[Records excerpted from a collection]
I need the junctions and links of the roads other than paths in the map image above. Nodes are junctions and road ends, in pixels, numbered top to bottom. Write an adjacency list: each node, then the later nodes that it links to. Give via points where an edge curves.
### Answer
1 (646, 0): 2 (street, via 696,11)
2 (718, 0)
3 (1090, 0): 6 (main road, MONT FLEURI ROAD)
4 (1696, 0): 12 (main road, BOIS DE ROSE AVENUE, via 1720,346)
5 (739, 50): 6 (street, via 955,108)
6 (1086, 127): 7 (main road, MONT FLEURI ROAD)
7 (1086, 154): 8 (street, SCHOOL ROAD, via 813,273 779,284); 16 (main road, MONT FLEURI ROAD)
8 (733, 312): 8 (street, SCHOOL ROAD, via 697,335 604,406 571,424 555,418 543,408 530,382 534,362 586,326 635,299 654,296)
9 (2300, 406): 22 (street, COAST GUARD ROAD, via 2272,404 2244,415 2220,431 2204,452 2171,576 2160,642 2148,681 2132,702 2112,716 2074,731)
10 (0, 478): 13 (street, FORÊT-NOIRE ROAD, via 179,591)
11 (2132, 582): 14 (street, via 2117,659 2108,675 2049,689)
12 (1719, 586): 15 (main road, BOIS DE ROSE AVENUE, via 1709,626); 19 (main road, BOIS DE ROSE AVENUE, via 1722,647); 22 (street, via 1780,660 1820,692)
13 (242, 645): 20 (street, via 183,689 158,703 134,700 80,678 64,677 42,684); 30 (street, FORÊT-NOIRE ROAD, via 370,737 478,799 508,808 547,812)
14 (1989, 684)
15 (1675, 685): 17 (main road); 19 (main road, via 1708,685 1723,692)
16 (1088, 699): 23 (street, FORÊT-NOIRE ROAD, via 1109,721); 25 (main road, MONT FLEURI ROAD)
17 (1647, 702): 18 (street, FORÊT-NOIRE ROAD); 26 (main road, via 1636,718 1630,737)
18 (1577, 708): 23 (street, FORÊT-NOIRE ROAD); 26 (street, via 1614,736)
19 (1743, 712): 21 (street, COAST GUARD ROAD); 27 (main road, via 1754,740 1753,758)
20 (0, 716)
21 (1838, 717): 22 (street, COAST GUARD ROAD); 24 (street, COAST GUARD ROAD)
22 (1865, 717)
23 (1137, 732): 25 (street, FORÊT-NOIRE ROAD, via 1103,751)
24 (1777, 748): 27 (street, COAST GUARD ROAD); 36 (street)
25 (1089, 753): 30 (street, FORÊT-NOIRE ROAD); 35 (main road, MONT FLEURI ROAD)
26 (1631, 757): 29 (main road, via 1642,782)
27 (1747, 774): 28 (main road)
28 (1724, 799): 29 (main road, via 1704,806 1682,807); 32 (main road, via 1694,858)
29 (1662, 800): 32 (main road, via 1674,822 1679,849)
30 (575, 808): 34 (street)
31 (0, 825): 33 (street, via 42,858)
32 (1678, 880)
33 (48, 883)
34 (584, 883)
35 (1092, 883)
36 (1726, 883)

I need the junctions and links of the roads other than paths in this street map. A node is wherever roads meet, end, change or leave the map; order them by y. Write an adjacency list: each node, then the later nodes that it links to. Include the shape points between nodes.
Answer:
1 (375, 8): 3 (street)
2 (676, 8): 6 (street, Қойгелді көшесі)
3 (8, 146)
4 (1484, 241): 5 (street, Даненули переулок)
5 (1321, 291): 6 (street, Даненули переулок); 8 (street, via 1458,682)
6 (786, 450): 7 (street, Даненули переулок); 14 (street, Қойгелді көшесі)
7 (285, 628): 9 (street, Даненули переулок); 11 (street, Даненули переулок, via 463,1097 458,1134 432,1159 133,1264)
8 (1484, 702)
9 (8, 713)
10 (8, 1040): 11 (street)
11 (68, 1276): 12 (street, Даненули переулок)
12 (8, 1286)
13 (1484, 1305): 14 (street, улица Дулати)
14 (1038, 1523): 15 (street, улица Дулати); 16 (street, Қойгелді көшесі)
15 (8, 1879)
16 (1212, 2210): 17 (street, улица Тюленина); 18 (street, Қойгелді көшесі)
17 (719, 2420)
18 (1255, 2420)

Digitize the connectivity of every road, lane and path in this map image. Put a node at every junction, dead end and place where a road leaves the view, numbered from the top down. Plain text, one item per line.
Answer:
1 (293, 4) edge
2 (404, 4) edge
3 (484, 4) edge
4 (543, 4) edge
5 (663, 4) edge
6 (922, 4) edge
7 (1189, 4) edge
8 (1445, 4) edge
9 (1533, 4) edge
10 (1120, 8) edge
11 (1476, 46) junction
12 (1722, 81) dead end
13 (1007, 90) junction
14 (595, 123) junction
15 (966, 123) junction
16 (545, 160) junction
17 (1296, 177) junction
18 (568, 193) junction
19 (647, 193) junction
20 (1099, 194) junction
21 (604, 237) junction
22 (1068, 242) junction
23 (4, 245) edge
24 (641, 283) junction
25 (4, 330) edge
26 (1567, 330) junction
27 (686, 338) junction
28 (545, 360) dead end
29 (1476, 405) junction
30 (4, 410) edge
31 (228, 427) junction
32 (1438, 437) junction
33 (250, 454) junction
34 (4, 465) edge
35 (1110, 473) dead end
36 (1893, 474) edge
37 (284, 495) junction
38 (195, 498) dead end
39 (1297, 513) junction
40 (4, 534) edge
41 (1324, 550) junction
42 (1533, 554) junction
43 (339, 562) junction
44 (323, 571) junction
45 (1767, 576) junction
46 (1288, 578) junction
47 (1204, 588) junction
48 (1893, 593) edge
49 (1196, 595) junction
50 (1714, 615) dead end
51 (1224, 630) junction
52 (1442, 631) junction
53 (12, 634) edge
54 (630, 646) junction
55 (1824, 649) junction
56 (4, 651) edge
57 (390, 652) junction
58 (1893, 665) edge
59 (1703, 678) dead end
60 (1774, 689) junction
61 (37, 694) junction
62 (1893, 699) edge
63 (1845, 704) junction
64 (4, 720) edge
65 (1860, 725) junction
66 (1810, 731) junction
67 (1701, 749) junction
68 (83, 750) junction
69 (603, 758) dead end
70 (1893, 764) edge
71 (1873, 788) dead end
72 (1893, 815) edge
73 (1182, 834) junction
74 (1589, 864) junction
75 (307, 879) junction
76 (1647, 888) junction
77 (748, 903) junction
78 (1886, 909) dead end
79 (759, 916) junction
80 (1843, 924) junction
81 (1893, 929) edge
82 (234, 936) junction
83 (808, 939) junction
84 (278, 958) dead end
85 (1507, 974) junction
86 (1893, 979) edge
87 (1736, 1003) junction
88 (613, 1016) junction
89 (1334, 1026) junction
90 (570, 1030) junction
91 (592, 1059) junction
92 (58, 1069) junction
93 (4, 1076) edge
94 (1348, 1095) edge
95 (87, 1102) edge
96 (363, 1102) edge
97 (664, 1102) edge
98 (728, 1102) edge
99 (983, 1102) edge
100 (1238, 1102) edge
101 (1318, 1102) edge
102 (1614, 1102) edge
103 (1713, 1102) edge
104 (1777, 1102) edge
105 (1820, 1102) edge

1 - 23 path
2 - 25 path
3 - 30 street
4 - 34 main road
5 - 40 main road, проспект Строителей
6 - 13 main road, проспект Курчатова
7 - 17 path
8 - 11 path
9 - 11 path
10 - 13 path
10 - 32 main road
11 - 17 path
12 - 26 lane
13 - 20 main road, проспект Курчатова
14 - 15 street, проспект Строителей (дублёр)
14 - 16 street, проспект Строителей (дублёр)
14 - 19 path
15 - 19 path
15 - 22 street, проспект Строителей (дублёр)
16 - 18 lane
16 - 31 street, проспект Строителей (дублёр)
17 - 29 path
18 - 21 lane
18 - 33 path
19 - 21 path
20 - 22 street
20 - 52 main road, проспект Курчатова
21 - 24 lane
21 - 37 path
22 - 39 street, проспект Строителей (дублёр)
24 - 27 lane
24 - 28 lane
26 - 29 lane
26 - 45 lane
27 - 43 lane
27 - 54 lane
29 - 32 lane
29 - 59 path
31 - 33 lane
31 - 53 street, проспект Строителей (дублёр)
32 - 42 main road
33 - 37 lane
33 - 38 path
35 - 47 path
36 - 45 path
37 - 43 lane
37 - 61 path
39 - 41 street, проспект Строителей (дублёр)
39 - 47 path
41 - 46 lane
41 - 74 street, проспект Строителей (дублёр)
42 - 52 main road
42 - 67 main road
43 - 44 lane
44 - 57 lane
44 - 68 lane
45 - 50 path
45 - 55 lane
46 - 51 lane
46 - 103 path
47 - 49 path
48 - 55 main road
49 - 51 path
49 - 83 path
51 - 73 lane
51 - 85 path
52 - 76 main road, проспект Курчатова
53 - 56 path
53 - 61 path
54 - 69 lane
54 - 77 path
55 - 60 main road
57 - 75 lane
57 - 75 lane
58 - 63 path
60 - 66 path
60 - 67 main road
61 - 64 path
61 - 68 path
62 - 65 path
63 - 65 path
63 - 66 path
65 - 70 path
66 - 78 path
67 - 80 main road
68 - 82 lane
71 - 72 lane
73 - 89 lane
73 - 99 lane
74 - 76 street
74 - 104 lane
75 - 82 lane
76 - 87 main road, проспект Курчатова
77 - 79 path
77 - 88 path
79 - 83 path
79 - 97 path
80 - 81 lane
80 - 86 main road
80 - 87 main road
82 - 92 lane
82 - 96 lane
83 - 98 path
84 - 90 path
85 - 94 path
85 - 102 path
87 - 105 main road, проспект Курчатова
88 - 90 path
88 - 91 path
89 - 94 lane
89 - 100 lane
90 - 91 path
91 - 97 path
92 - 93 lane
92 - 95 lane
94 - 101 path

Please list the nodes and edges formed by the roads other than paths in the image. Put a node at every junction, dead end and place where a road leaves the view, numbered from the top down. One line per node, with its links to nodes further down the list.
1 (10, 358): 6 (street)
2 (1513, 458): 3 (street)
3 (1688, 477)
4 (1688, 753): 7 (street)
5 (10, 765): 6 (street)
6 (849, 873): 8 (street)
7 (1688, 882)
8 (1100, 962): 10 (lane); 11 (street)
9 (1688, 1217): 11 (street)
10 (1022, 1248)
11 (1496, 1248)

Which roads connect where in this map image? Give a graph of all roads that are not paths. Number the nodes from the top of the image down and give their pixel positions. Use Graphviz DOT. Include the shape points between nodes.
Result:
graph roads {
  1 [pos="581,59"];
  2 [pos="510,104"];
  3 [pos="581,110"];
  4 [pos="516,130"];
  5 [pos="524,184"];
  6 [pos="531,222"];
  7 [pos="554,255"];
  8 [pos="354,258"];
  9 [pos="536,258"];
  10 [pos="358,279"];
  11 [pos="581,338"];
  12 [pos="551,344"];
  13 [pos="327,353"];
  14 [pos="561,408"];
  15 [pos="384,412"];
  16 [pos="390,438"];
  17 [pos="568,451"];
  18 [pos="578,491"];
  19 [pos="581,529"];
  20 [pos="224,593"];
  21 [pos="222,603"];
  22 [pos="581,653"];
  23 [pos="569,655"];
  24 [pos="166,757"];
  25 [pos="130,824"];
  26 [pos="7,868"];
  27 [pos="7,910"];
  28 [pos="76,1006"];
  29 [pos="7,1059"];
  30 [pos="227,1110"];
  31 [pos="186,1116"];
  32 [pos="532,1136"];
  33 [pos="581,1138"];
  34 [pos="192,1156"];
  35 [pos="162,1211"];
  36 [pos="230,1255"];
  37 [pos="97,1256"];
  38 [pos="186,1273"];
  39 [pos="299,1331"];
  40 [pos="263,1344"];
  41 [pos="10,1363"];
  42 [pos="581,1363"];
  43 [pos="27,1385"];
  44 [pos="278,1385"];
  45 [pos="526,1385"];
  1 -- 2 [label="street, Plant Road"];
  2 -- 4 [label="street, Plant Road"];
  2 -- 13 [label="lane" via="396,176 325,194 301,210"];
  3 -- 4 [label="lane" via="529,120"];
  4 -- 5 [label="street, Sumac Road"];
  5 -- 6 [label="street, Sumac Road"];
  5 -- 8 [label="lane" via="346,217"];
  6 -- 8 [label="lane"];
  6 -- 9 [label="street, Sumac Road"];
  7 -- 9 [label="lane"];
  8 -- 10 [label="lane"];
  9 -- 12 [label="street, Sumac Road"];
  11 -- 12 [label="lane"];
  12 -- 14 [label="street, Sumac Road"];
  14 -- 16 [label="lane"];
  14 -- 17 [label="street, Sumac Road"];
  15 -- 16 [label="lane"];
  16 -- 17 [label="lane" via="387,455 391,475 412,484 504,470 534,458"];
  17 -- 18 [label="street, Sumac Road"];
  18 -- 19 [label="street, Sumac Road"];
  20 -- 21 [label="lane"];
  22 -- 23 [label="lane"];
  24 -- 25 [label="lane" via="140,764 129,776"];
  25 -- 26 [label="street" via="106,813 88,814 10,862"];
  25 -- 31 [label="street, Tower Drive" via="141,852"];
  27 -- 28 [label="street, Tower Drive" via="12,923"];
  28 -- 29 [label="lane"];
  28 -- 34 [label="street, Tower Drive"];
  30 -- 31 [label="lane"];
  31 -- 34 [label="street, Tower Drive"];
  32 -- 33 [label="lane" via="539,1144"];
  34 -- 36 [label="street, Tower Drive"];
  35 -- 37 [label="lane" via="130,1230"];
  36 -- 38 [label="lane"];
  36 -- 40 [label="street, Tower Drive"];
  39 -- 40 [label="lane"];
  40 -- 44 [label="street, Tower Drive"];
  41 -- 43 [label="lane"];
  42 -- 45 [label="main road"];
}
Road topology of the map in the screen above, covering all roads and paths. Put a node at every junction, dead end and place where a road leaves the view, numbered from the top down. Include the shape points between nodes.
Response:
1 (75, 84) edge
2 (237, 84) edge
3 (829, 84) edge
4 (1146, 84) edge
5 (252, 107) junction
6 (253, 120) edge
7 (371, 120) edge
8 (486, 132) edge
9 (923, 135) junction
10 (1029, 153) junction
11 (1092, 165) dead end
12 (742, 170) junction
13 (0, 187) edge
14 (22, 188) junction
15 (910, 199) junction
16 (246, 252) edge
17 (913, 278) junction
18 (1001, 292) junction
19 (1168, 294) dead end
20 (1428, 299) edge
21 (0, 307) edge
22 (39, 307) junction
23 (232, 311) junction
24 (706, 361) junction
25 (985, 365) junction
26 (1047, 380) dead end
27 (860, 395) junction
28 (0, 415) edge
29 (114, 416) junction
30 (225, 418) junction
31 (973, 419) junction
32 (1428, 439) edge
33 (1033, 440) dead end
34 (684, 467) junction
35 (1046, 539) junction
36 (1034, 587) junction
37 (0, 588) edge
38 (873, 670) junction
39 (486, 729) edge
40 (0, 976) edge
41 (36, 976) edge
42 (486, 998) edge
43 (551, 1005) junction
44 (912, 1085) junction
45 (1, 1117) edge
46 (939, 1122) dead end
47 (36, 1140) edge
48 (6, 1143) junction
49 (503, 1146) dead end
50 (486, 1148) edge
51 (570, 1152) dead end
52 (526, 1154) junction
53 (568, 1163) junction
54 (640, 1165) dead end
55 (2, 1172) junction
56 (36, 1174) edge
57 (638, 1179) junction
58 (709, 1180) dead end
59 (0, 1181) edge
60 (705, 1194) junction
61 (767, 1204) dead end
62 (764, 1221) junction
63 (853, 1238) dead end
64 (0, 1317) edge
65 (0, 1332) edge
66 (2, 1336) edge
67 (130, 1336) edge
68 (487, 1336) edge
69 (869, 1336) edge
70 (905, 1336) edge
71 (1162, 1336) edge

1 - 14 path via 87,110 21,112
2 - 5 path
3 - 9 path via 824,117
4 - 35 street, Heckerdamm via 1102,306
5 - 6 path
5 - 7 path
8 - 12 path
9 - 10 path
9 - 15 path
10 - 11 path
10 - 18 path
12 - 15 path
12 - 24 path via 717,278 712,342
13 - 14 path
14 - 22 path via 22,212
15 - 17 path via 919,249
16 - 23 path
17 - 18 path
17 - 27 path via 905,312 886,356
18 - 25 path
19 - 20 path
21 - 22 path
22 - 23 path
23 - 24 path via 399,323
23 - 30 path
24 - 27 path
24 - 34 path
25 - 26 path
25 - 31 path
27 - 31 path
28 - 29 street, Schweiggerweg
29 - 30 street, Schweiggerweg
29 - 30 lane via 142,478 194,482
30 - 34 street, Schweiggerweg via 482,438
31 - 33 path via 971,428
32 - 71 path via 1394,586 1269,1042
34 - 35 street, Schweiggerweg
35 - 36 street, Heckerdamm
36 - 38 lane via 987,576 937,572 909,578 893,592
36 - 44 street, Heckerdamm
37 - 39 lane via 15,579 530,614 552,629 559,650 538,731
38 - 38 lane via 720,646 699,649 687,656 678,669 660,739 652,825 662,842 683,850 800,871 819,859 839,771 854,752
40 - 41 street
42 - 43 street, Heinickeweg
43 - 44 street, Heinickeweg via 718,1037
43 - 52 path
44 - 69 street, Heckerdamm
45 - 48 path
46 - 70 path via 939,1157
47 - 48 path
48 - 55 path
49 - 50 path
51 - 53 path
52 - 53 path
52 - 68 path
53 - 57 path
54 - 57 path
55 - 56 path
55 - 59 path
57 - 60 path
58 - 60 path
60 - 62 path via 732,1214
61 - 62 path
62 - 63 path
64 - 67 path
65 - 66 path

◆ **Description of the task**: Your task is to copy each line of the entries that includes the word "then".

◆ **Result for this task**:
I need the junctions and links of the roads other than paths in the map image above. Nodes are junctions and road ends, in pixels, numbered top to bottom. Write an adjacency list: each node, then the later nodes that it links to. Give via points where an edge curves.
I need the junctions and links of the roads other than paths in this street map. A node is wherever roads meet, end, change or leave the map; order them by y. Write an adjacency list: each node, then the later nodes that it links to. Include the shape points between nodes.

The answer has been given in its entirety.